Isaiah's messianic declaration is now fulfilled through the presence of Jesus. Jesus is the anointed messiah, anointed by the Holy Spirit, anointed to bring good news and liberation and the time of jubilee when all debts are forgiven.
This would be shocking to Jesus' hearers on two accounts. First, Jewish preaching focused on what God had done in the past for his people. In contrast, Jesus says God is acting today.
'The lord 'has sent me to proclaim release to the captives and recovery of sight to the blind, to let the oppressed go free.''
Second, those in the synagogue would have been accustomed to hearing about the future coming of the messiah. Again, Jesus' emphasis is not on the future, but on the present.
Yet too often since the time of Jesus, his words in the synagogue have been spiritualized and sapped of their power. Too often, those words from Isaiah have been twisted to interpret the liberation that is proclaimed to apply only to the spiritually poor, the spiritually captive, the spiritually blind, the spiritually oppressed.
Salvation, however, is for the whole person. Throughout his ministry, Jesus healed people of real blindness, oppression and marginalization. He not only gave hope of eternal life, but also integrated outcasts into the social fabric of society.
In a time of economic enslavement, he repeatedly told parables about the forgiveness of debts and even a guaranteed daily income. This was not some metaphorical allusion to happier times after leaving the sorrows of this mortal coil. It was to happen "today."
God gave himself totally in Jesus. When God gives, he does not give part now and the rest later. God is one and indivisible. Jesus is the fullness of God's gift. When God gives his mercy, everything is set right. Now. Today. In the midst of our mundane lives.
Why then does it seem nothing has changed, that the world goes on just as it did previously?
It is because we do not accept the gift. It seems too good to be true. "Is not this Joseph's son?" those in the synagogue asked in disbelief when Jesus said, "Today, this scripture has been fulfilled in your hearing." His listeners drove Jesus out of town and sought to hurl him over a cliff.

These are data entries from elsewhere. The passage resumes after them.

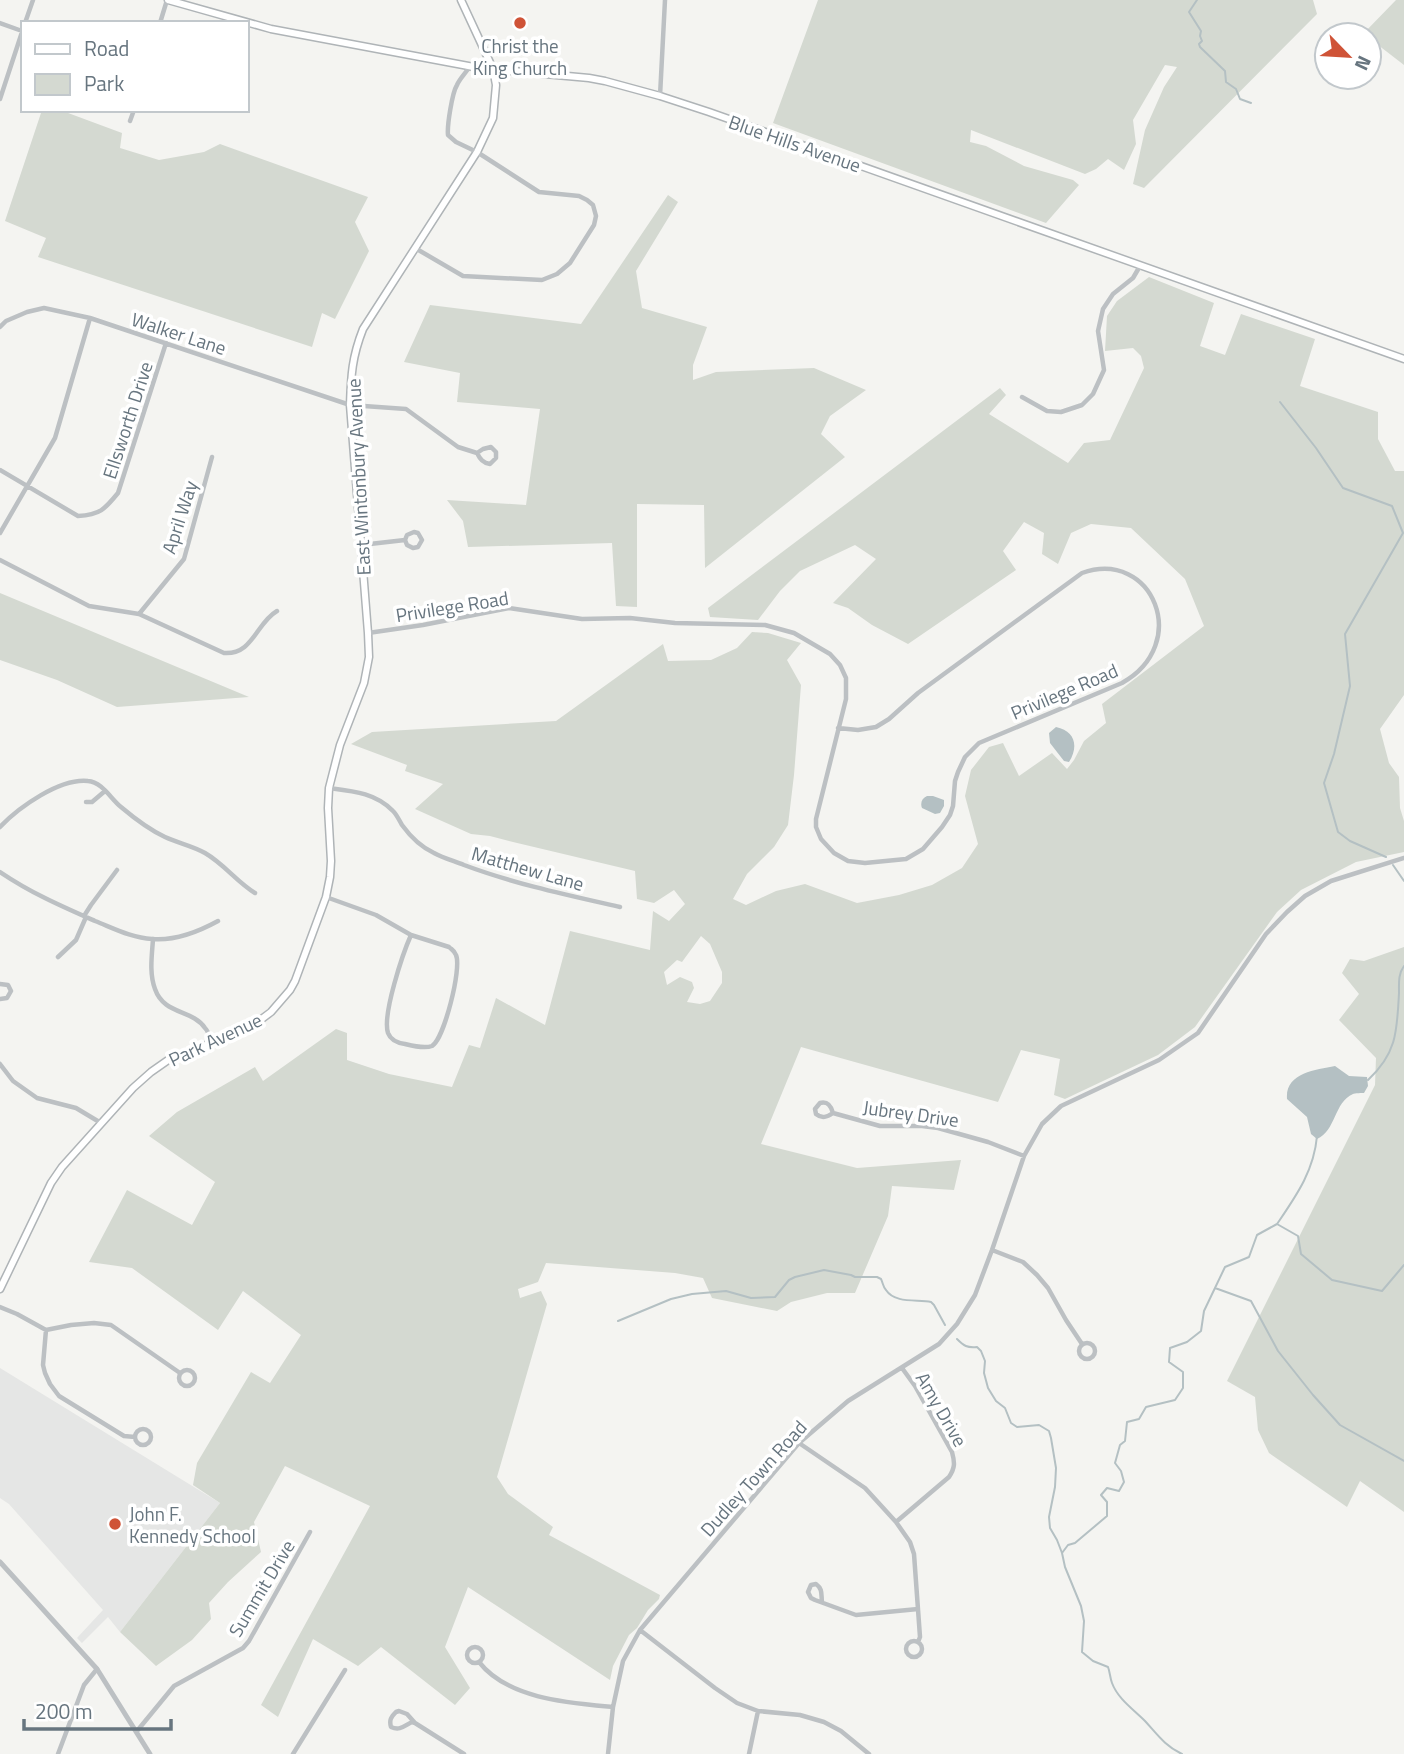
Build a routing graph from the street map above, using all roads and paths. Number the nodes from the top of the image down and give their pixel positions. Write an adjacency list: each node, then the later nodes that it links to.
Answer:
1 (33, 0): 5 (street)
2 (167, 0): 6 (street); 7 (main road, Blue Hills Avenue)
3 (461, 0): 13 (main road)
4 (665, 0): 14 (street)
5 (26, 21)
6 (161, 21)
7 (242, 21)
8 (0, 23): 10 (street)
9 (248, 23): 12 (main road, Blue Hills Avenue)
10 (21, 30)
11 (21, 33): 15 (street)
12 (470, 66): 13 (main road, Blue Hills Avenue); 18 (street)
13 (494, 69): 14 (main road, Blue Hills Avenue); 18 (main road, East Wintonbury Avenue)
14 (660, 96): 20 (main road, Blue Hills Avenue)
15 (0, 99)
16 (133, 112): 17 (street)
17 (130, 121)
18 (477, 152): 19 (main road, East Wintonbury Avenue); 19 (street)
19 (415, 247): 26 (main road, East Wintonbury Avenue)
20 (1140, 266): 24 (main road, Blue Hills Avenue); 25 (street)
21 (90, 318): 22 (street, Walker Lane); 23 (street, Walker Lane); 30 (street)
22 (0, 327)
23 (166, 343): 26 (street, Walker Lane); 30 (street, Ellsworth Drive)
24 (1404, 359)
25 (1022, 397)
26 (350, 405): 27 (street, Walker Lane); 33 (main road, East Wintonbury Avenue)
27 (477, 453): 27 (street)
28 (212, 457): 36 (street, April Way)
29 (0, 470): 30 (street, Ellsworth Drive)
30 (27, 487): 31 (street)
31 (0, 533)
32 (405, 540): 33 (street)
33 (361, 545): 37 (main road, East Wintonbury Avenue)
34 (0, 560): 36 (street)
35 (277, 611): 36 (street)
36 (139, 614)
37 (368, 633): 38 (main road, East Wintonbury Avenue); 39 (street, Privilege Road)
38 (354, 712): 40 (main road, Park Avenue)
39 (838, 728): 39 (street, Privilege Road)
40 (329, 788): 48 (main road, Park Avenue); 49 (street, Matthew Lane)
41 (105, 791): 42 (street); 43 (street); 47 (street)
42 (86, 802)
43 (0, 827)
44 (1404, 858): 61 (street, Dudley Town Road)
45 (117, 870): 50 (street)
46 (0, 872): 50 (street)
47 (255, 893)
48 (326, 897): 52 (street); 57 (main road, Park Avenue)
49 (620, 906)
50 (85, 917): 53 (street); 54 (street)
51 (218, 921): 53 (street)
52 (411, 935): 52 (street)
53 (153, 939): 57 (street)
54 (58, 957)
55 (0, 983): 56 (street)
56 (0, 999)
57 (212, 1043): 60 (main road, Park Avenue)
58 (0, 1064): 60 (street)
59 (833, 1113): 61 (street, Jubrey Drive)
60 (101, 1124): 63 (main road, Park Avenue)
61 (1024, 1156): 62 (street, Dudley Town Road)
62 (992, 1250): 66 (street); 67 (street, Dudley Town Road)
63 (0, 1289)
64 (0, 1307): 65 (street)
65 (46, 1330): 68 (street); 69 (street)
66 (1083, 1344)
67 (902, 1368): 70 (street, Dudley Town Road); 71 (street, Amy Drive)
68 (180, 1373)
69 (135, 1437)
70 (799, 1443): 71 (street); 76 (street, Dudley Town Road)
71 (896, 1522): 75 (street)
72 (310, 1532): 84 (street, Summit Drive)
73 (0, 1562): 79 (street)
74 (822, 1602): 75 (street)
75 (918, 1609): 77 (street)
76 (640, 1630): 81 (street, Dudley Town Road); 82 (street)
77 (918, 1642)
78 (479, 1662): 81 (street)
79 (97, 1669): 84 (street); 85 (street)
80 (345, 1671): 87 (street)
81 (613, 1707): 89 (street, Dudley Town Road)
82 (758, 1712): 90 (street); 91 (street)
83 (415, 1723): 83 (street); 88 (street)
84 (137, 1731): 86 (street)
85 (58, 1754)
86 (150, 1754)
87 (293, 1754)
88 (464, 1754)
89 (608, 1754)
90 (749, 1754)
91 (869, 1754)

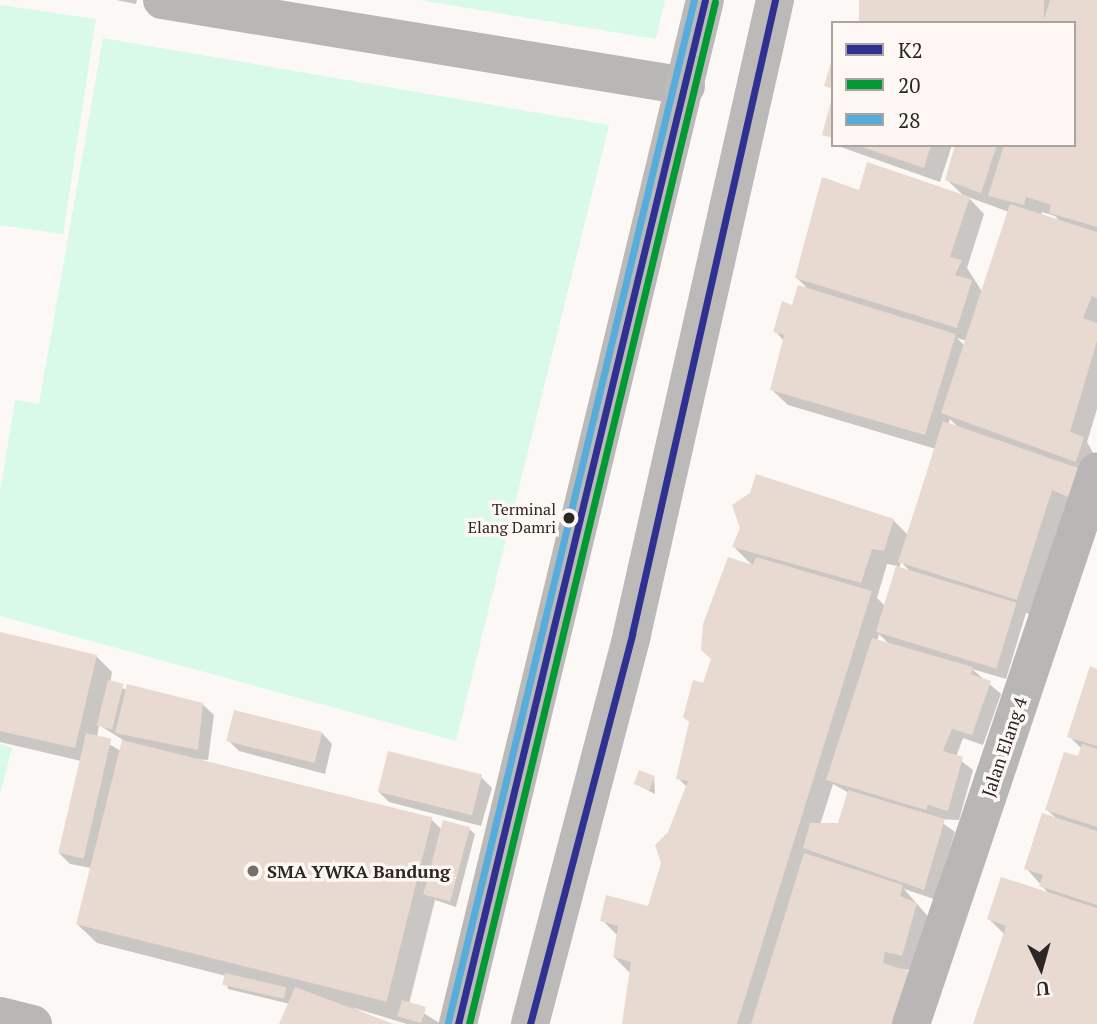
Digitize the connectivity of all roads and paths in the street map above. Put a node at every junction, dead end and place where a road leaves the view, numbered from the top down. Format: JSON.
{"nodes":[{"id":1,"x":162,"y":0,"type":"edge"},
{"id":2,"x":705,"y":0,"type":"edge"},
{"id":3,"x":775,"y":0,"type":"edge"},
{"id":4,"x":686,"y":86,"type":"junction"},
{"id":5,"x":1097,"y":471,"type":"edge"},
{"id":6,"x":0,"y":1016,"type":"edge"},
{"id":7,"x":33,"y":1024,"type":"edge"},
{"id":8,"x":458,"y":1024,"type":"edge"},
{"id":9,"x":530,"y":1024,"type":"edge"},
{"id":10,"x":911,"y":1024,"type":"edge"}],
"edges":[{"from":1,"to":4,"type":"street"},
{"from":2,"to":4,"type":"main road"},
{"from":3,"to":9,"type":"main road"},
{"from":4,"to":8,"type":"main road"},
{"from":5,"to":10,"type":"street","name":"Jalan Elang 4"},
{"from":6,"to":7,"type":"street"}]}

Those who heard him in the synagogue wanted to push into the future the day of the messiah's coming. "God in his fullness could not come here to our little synagogue," they thought.
But God does come. He comes in the person of the carpenter's son. He comes in the tiny Nazareth synagogue rather than with great displays of power in the glorious, mighty Temple in Jerusalem. He comes in the mundane; he comes amidst the outcasts. He comes today.
To Zacchaeus - and to all the outcasts - Jesus proclaimed, "Hurry and come down; for I must stay at your house today" (Lk 19.5).
To the doubters, Jesus said, "The kingdom of God has come among you" (11.20). "If you then, who are evil, know how to give good gifts to your children, how much more will the heavenly Father give the Holy Spirit to those who ask him" (11.13).
Christ does not spiritualize the promise of bringing liberty to captives and setting the oppressed free so that the promise can be fulfilled later. He fulfills it now if we but have the heart to accept the Spirit.
Jesus' good news is not political, at least in a narrow sense. However, in that it transforms history, it is political. A just society in which all receive a fair share at the banquet is an intrinsic part of salvation.
Pope Benedict XVI wrote that God's dominion over the world and over history has an "inner dynamism (that) carries history beyond itself. And yet it is at the same time something belonging absolutely to the present" (Jesus of Nazareth, vol. 1, 57).
Hurry and come down from your perch above the ebb and flow of mundane daily life. The messiah is here. He has been anointed by the Holy Spirit to transform our lives - to bring good news to the poor and liberty to captives. Not off in some distant future, but today. Today, this scripture has been fulfilled.